What kinds of bodies are calibrated for traffic and consumption, and how exactly do they get there? When it comes to “sex” trafficking—which comprises a minority percentage of human trafficking, yet dominates the moral imagination as an “especially heinous” crime—the rise in predominantly white, evangelical Christian American interest in the trafficked subject galvanizes an ethical outrage that rarely observes critiques of race, ethnicity, sexuality or class as conditions of possibility. Though a nuanced mandate to fight trafficking is all but cemented in the contemporary American political and moral conscience, Virgin Territory accounts for the ways Christian ideas of purity annex both gender and sexuality inside the legacies of racialized colonial encounter, and foreground the market expansion of the global sex trade as it exists today.
In Part I, I argue that the narratives of virginity tied to Mary’s body simultaneously foregrounded the gendered, sexed Other as sparked disdain for the religious Other, for the Jewish body and for Mary’s Jewish identity. Through this analysis I explore the connections of racial identity to the Christian theological elision of Jewish election. I demonstrate how the questions of sexual ethics materialized at the site of the Virgin Mary, and align the moral attachments of sex and purity in the production of whiteness. These machinations, tied to the emerging European identity of empire, irrupt horrifically into the narrative ontology of dark flesh in Africa, Asia, and the Americas.

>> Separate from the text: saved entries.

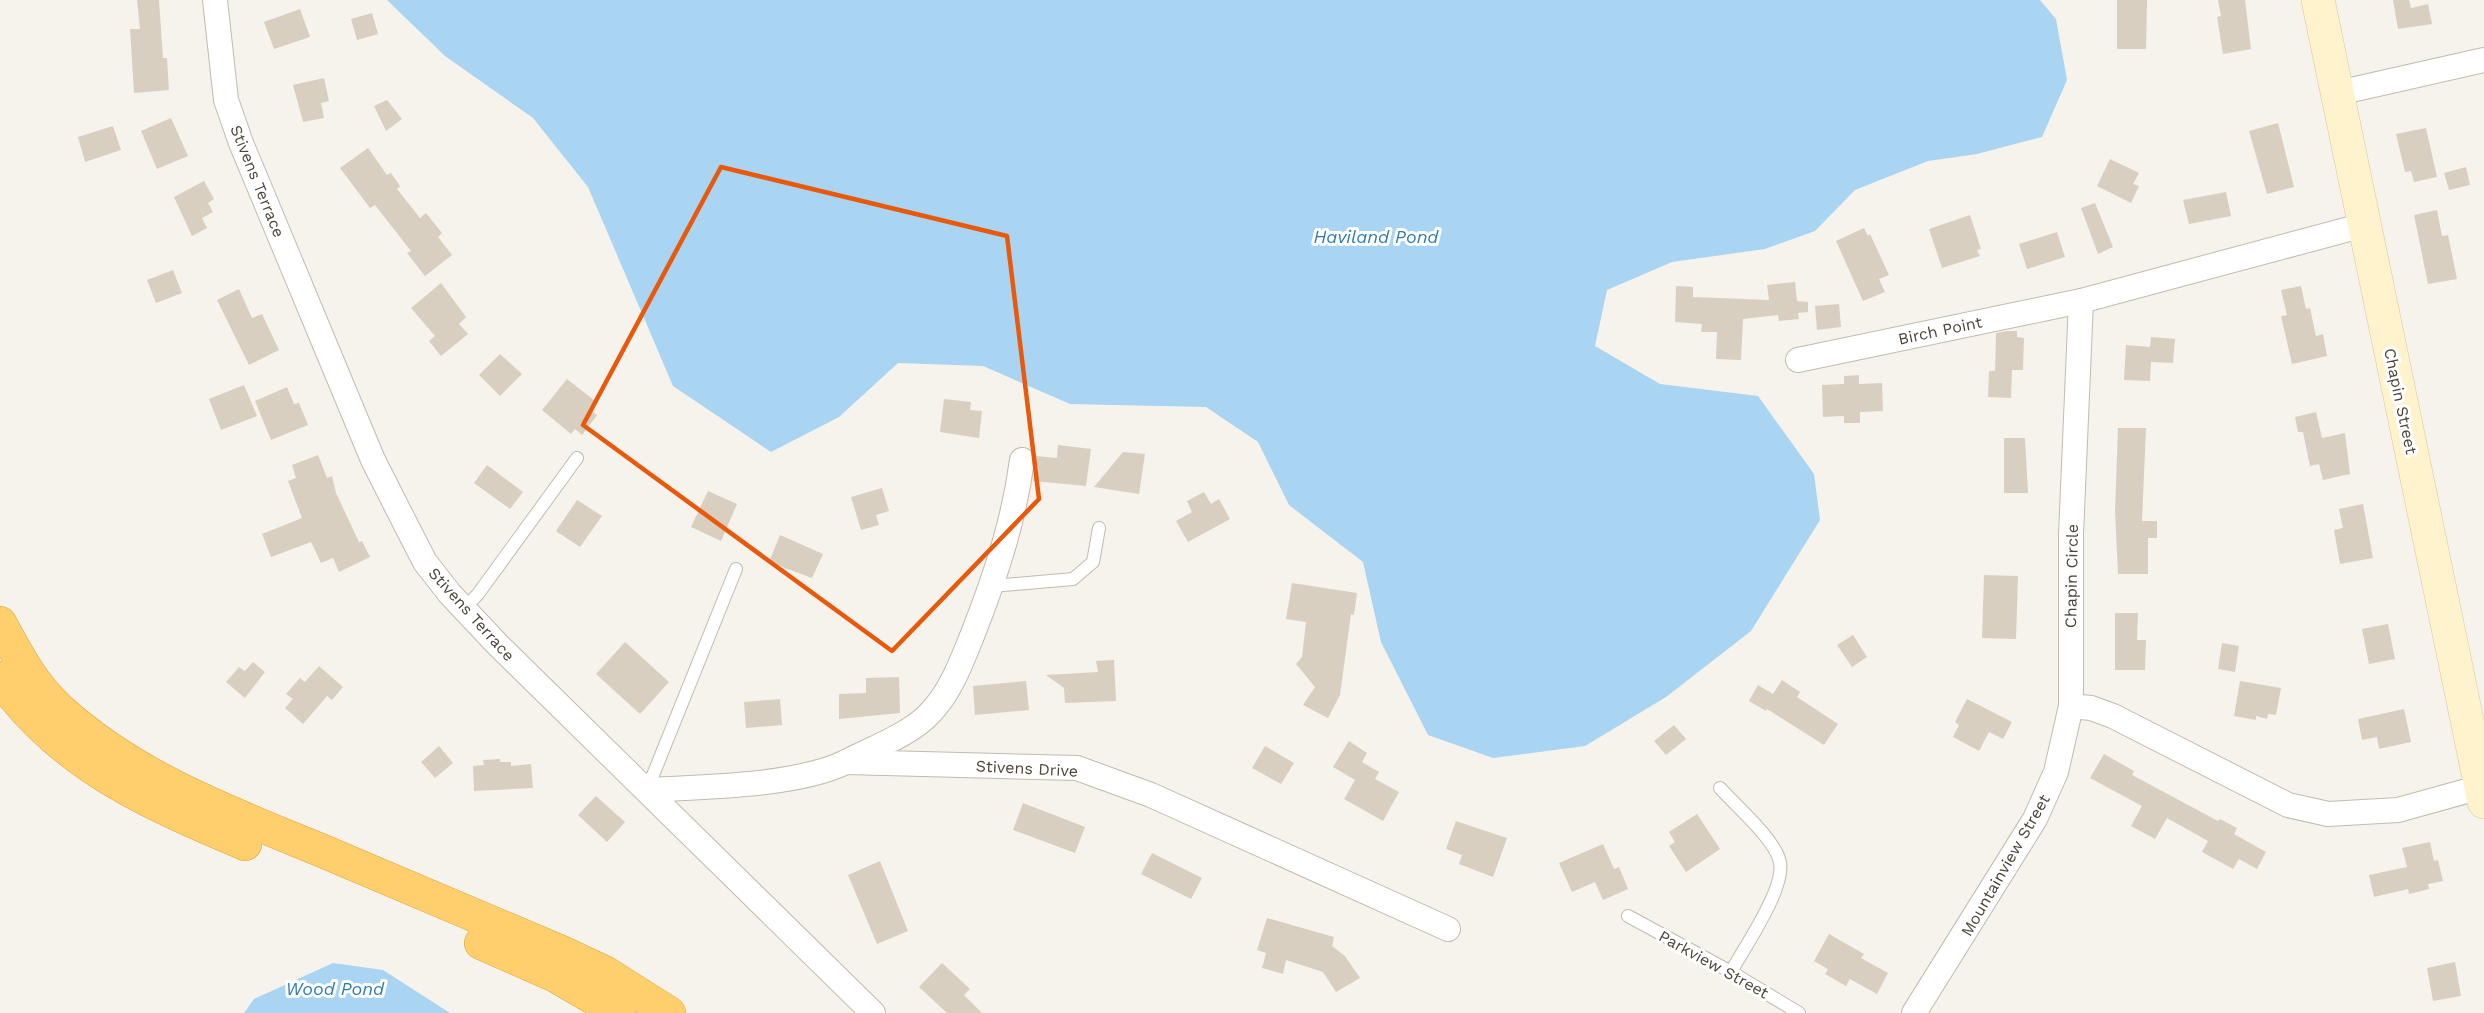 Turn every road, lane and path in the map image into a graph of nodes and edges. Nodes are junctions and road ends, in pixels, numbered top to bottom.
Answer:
1 (215, 0) edge
2 (2318, 0) edge
3 (2484, 60) edge
4 (2338, 93) junction
5 (2364, 225) junction
6 (2081, 301) junction
7 (1798, 360) dead end
8 (577, 458) dead end
9 (1022, 460) dead end
10 (1099, 528) dead end
11 (736, 569) dead end
12 (992, 586) junction
13 (464, 609) junction
14 (0, 623) edge
15 (0, 678) edge
16 (2071, 706) junction
17 (846, 762) junction
18 (1719, 788) dead end
19 (647, 790) junction
20 (2482, 795) edge
21 (1628, 916) dead end
22 (1448, 929) dead end
23 (561, 952) junction
24 (1731, 972) junction
25 (618, 1013) edge
26 (656, 1013) edge
27 (669, 1013) edge
28 (873, 1013) edge
29 (1799, 1013) edge
30 (1914, 1013) edge

1 - 13 street, Stivens Terrace
2 - 4 main road, Chapin Street
3 - 4 street
4 - 5 main road, Chapin Street
5 - 6 street
5 - 20 main road, Chapin Street
6 - 7 street, Birch Point
6 - 16 street, Chapin Circle
8 - 13 lane
9 - 12 street
10 - 12 lane
11 - 19 lane
12 - 17 street
13 - 19 street, Stivens Terrace
14 - 23 highway
15 - 25 highway
16 - 20 street
16 - 30 street, Mountainview Street
17 - 19 street, Stivens Drive
17 - 22 street, Stivens Drive
18 - 24 lane
19 - 28 street, Stivens Terrace
21 - 24 lane, Parkview Street
23 - 26 highway
23 - 27 highway
24 - 29 lane, Parkview Street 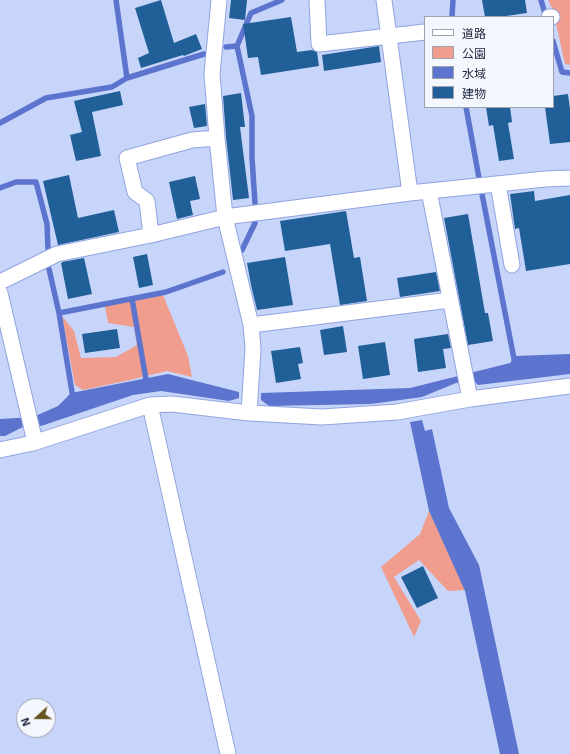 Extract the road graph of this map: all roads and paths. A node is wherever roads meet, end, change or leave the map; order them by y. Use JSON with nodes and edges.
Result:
{"nodes":[{"id":1,"x":219,"y":0,"type":"edge"},
{"id":2,"x":317,"y":0,"type":"edge"},
{"id":3,"x":384,"y":0,"type":"edge"},
{"id":4,"x":424,"y":32,"type":"edge"},
{"id":5,"x":389,"y":36,"type":"junction"},
{"id":6,"x":217,"y":138,"type":"junction"},
{"id":7,"x":570,"y":178,"type":"edge"},
{"id":8,"x":498,"y":184,"type":"junction"},
{"id":9,"x":428,"y":191,"type":"junction"},
{"id":10,"x":410,"y":193,"type":"junction"},
{"id":11,"x":225,"y":218,"type":"junction"},
{"id":12,"x":151,"y":235,"type":"junction"},
{"id":13,"x":512,"y":265,"type":"dead end"},
{"id":14,"x":0,"y":282,"type":"edge"},
{"id":15,"x":0,"y":293,"type":"edge"},
{"id":16,"x":450,"y":300,"type":"junction"},
{"id":17,"x":251,"y":325,"type":"junction"},
{"id":18,"x":467,"y":385,"type":"junction"},
{"id":19,"x":570,"y":386,"type":"edge"},
{"id":20,"x":150,"y":405,"type":"junction"},
{"id":21,"x":249,"y":413,"type":"junction"},
{"id":22,"x":34,"y":436,"type":"junction"},
{"id":23,"x":0,"y":450,"type":"edge"},
{"id":24,"x":228,"y":754,"type":"edge"}],
"edges":[{"from":1,"to":6,"type":"street"},
{"from":2,"to":5,"type":"street"},
{"from":3,"to":5,"type":"street"},
{"from":4,"to":5,"type":"street"},
{"from":5,"to":10,"type":"street"},
{"from":6,"to":11,"type":"street"},
{"from":6,"to":12,"type":"street"},
{"from":7,"to":8,"type":"street"},
{"from":8,"to":9,"type":"street"},
{"from":8,"to":13,"type":"street"},
{"from":9,"to":10,"type":"street"},
{"from":9,"to":16,"type":"street"},
{"from":10,"to":11,"type":"street"},
{"from":11,"to":12,"type":"street"},
{"from":11,"to":17,"type":"street"},
{"from":12,"to":14,"type":"street"},
{"from":15,"to":22,"type":"street"},
{"from":16,"to":17,"type":"street"},
{"from":16,"to":18,"type":"street"},
{"from":17,"to":21,"type":"street"},
{"from":18,"to":19,"type":"street"},
{"from":18,"to":21,"type":"street"},
{"from":20,"to":21,"type":"street"},
{"from":20,"to":22,"type":"street"},
{"from":20,"to":24,"type":"street"},
{"from":22,"to":23,"type":"street"}]}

In Part II, I highlight the function of these narratives inside of the moments of colonial encounter, demonstrating how the logics of purity and virginity were directly applied to manage dark female flesh. I map the visual iconography of the Black Madonna first through a Dutch painting entitled The Rape of the Negress. I read this image through the social theological imagination instantiating the idea of the reprobate body and white imperial gaze. This analysis foregrounds a theological reading of Sarah Baartman, the “Hottentot Venus,” as the center of a complex sex trafficking investigation, outlining the genealogy of race, as well as the ideologies of the racial, ethnic and national Other, as mitigating factors in the conditions of possibility of a global sex trade. By restoring these narratives and their theological undertones, I reiterate the ways Christian thought is imbricated in the global sex trade, and propose theological strategies for rethinking humanitarian responses to sex trafficking.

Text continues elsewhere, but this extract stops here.